DATA TO USE =>
=======
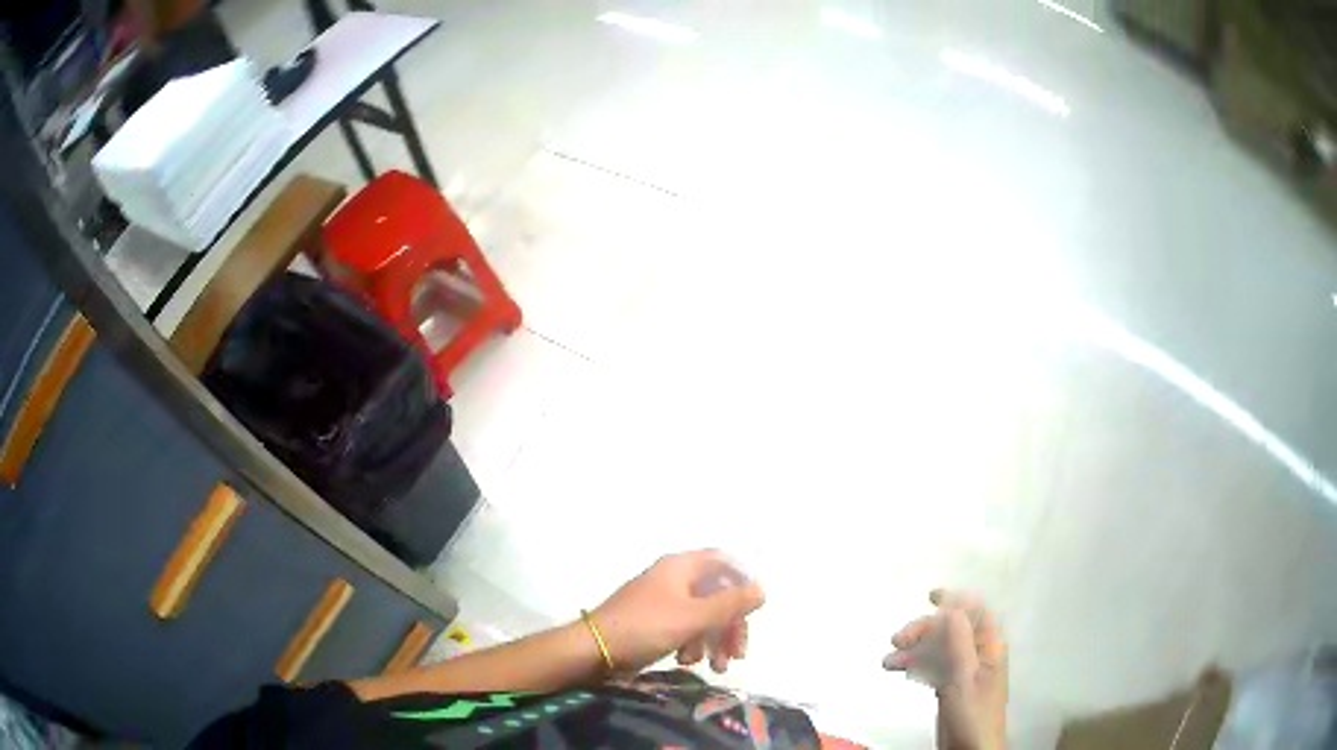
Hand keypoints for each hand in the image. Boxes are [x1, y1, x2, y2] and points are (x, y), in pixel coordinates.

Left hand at [591, 550, 764, 673]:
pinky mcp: (654, 623)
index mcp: (681, 566)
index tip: (755, 609)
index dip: (743, 581)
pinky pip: (684, 628)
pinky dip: (692, 644)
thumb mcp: (693, 617)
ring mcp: (663, 601)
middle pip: (717, 595)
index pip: (724, 561)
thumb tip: (762, 590)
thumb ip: (730, 604)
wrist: (593, 651)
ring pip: (702, 616)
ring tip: (715, 668)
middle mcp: (674, 578)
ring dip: (713, 641)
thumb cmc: (645, 627)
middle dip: (730, 625)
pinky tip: (686, 662)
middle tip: (738, 654)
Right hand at [884, 590, 1007, 749]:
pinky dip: (917, 666)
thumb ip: (959, 643)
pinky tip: (900, 671)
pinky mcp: (952, 687)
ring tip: (888, 662)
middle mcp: (978, 654)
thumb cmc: (972, 713)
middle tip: (897, 639)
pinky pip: (934, 666)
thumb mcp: (964, 677)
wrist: (971, 749)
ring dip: (915, 650)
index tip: (930, 596)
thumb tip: (952, 609)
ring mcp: (964, 671)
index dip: (957, 600)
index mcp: (989, 647)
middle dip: (924, 630)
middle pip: (951, 630)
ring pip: (939, 648)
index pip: (976, 612)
=======
TASK STATEMENT =>
Pull every line containing the word "index" out of the material.

ANSWER BOX =>
index mcp: (681, 566)
index tip: (755, 609)
index dip: (743, 581)
index pip: (724, 561)
index tip: (930, 596)
index dip: (957, 600)
index mcp: (989, 647)
index pip: (976, 612)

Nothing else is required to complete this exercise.